[Problem to work on]
Return the records exactly, with nothing added.

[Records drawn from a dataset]
· · · · · · ·

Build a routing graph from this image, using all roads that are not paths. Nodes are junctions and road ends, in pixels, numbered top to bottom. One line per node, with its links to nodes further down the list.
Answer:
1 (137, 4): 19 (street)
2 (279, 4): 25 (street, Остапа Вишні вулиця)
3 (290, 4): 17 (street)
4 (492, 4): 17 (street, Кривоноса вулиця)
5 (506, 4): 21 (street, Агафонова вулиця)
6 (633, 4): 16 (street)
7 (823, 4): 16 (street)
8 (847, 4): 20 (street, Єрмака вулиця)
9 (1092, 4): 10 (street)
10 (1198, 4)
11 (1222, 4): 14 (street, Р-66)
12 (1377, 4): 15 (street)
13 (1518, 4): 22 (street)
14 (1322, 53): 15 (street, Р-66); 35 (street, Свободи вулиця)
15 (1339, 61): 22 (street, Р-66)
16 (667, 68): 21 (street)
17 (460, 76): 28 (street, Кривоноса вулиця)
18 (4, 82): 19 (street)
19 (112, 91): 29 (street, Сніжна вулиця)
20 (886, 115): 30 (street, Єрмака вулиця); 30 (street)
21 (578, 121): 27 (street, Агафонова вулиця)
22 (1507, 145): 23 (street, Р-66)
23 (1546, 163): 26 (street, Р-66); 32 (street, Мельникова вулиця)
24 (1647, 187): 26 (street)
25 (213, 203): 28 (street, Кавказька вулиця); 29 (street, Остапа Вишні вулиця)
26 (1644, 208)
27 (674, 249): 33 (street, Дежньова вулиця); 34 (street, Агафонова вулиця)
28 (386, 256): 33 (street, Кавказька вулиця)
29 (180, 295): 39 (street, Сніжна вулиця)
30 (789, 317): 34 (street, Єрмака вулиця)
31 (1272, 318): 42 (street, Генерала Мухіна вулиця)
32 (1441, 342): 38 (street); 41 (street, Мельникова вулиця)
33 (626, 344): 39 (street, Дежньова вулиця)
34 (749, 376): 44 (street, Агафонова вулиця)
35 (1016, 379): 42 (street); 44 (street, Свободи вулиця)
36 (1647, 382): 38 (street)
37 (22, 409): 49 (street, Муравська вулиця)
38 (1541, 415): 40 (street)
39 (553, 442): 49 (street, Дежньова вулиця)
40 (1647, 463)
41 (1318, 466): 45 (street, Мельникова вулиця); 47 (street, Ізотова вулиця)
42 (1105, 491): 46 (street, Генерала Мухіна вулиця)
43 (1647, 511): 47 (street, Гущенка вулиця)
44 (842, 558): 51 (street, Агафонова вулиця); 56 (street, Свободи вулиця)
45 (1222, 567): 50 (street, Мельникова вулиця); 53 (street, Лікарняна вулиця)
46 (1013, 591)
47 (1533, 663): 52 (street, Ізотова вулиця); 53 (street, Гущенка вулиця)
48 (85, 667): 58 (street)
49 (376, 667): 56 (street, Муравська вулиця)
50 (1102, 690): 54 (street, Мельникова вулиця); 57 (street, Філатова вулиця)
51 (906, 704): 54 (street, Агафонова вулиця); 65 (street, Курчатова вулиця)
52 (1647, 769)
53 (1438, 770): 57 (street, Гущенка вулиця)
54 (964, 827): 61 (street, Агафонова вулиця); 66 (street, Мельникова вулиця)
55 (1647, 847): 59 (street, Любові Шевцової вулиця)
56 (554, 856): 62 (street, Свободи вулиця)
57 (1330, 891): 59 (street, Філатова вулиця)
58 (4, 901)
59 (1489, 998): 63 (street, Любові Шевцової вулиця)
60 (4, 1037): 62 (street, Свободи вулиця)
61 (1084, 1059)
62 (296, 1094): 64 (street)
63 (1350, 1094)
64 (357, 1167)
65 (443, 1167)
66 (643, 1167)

· · · · · · ·

[Your response]
Build a routing graph from this image, using all roads that are not paths. Nodes are junctions and road ends, in pixels, numbered top to bottom. One line per node, with its links to nodes further down the list.
Answer:
1 (137, 4): 19 (street)
2 (279, 4): 25 (street, Остапа Вишні вулиця)
3 (290, 4): 17 (street)
4 (492, 4): 17 (street, Кривоноса вулиця)
5 (506, 4): 21 (street, Агафонова вулиця)
6 (633, 4): 16 (street)
7 (823, 4): 16 (street)
8 (847, 4): 20 (street, Єрмака вулиця)
9 (1092, 4): 10 (street)
10 (1198, 4)
11 (1222, 4): 14 (street, Р-66)
12 (1377, 4): 15 (street)
13 (1518, 4): 22 (street)
14 (1322, 53): 15 (street, Р-66); 35 (street, Свободи вулиця)
15 (1339, 61): 22 (street, Р-66)
16 (667, 68): 21 (street)
17 (460, 76): 28 (street, Кривоноса вулиця)
18 (4, 82): 19 (street)
19 (112, 91): 29 (street, Сніжна вулиця)
20 (886, 115): 30 (street, Єрмака вулиця); 30 (street)
21 (578, 121): 27 (street, Агафонова вулиця)
22 (1507, 145): 23 (street, Р-66)
23 (1546, 163): 26 (street, Р-66); 32 (street, Мельникова вулиця)
24 (1647, 187): 26 (street)
25 (213, 203): 28 (street, Кавказька вулиця); 29 (street, Остапа Вишні вулиця)
26 (1644, 208)
27 (674, 249): 33 (street, Дежньова вулиця); 34 (street, Агафонова вулиця)
28 (386, 256): 33 (street, Кавказька вулиця)
29 (180, 295): 39 (street, Сніжна вулиця)
30 (789, 317): 34 (street, Єрмака вулиця)
31 (1272, 318): 42 (street, Генерала Мухіна вулиця)
32 (1441, 342): 38 (street); 41 (street, Мельникова вулиця)
33 (626, 344): 39 (street, Дежньова вулиця)
34 (749, 376): 44 (street, Агафонова вулиця)
35 (1016, 379): 42 (street); 44 (street, Свободи вулиця)
36 (1647, 382): 38 (street)
37 (22, 409): 49 (street, Муравська вулиця)
38 (1541, 415): 40 (street)
39 (553, 442): 49 (street, Дежньова вулиця)
40 (1647, 463)
41 (1318, 466): 45 (street, Мельникова вулиця); 47 (street, Ізотова вулиця)
42 (1105, 491): 46 (street, Генерала Мухіна вулиця)
43 (1647, 511): 47 (street, Гущенка вулиця)
44 (842, 558): 51 (street, Агафонова вулиця); 56 (street, Свободи вулиця)
45 (1222, 567): 50 (street, Мельникова вулиця); 53 (street, Лікарняна вулиця)
46 (1013, 591)
47 (1533, 663): 52 (street, Ізотова вулиця); 53 (street, Гущенка вулиця)
48 (85, 667): 58 (street)
49 (376, 667): 56 (street, Муравська вулиця)
50 (1102, 690): 54 (street, Мельникова вулиця); 57 (street, Філатова вулиця)
51 (906, 704): 54 (street, Агафонова вулиця); 65 (street, Курчатова вулиця)
52 (1647, 769)
53 (1438, 770): 57 (street, Гущенка вулиця)
54 (964, 827): 61 (street, Агафонова вулиця); 66 (street, Мельникова вулиця)
55 (1647, 847): 59 (street, Любові Шевцової вулиця)
56 (554, 856): 62 (street, Свободи вулиця)
57 (1330, 891): 59 (street, Філатова вулиця)
58 (4, 901)
59 (1489, 998): 63 (street, Любові Шевцової вулиця)
60 (4, 1037): 62 (street, Свободи вулиця)
61 (1084, 1059)
62 (296, 1094): 64 (street)
63 (1350, 1094)
64 (357, 1167)
65 (443, 1167)
66 (643, 1167)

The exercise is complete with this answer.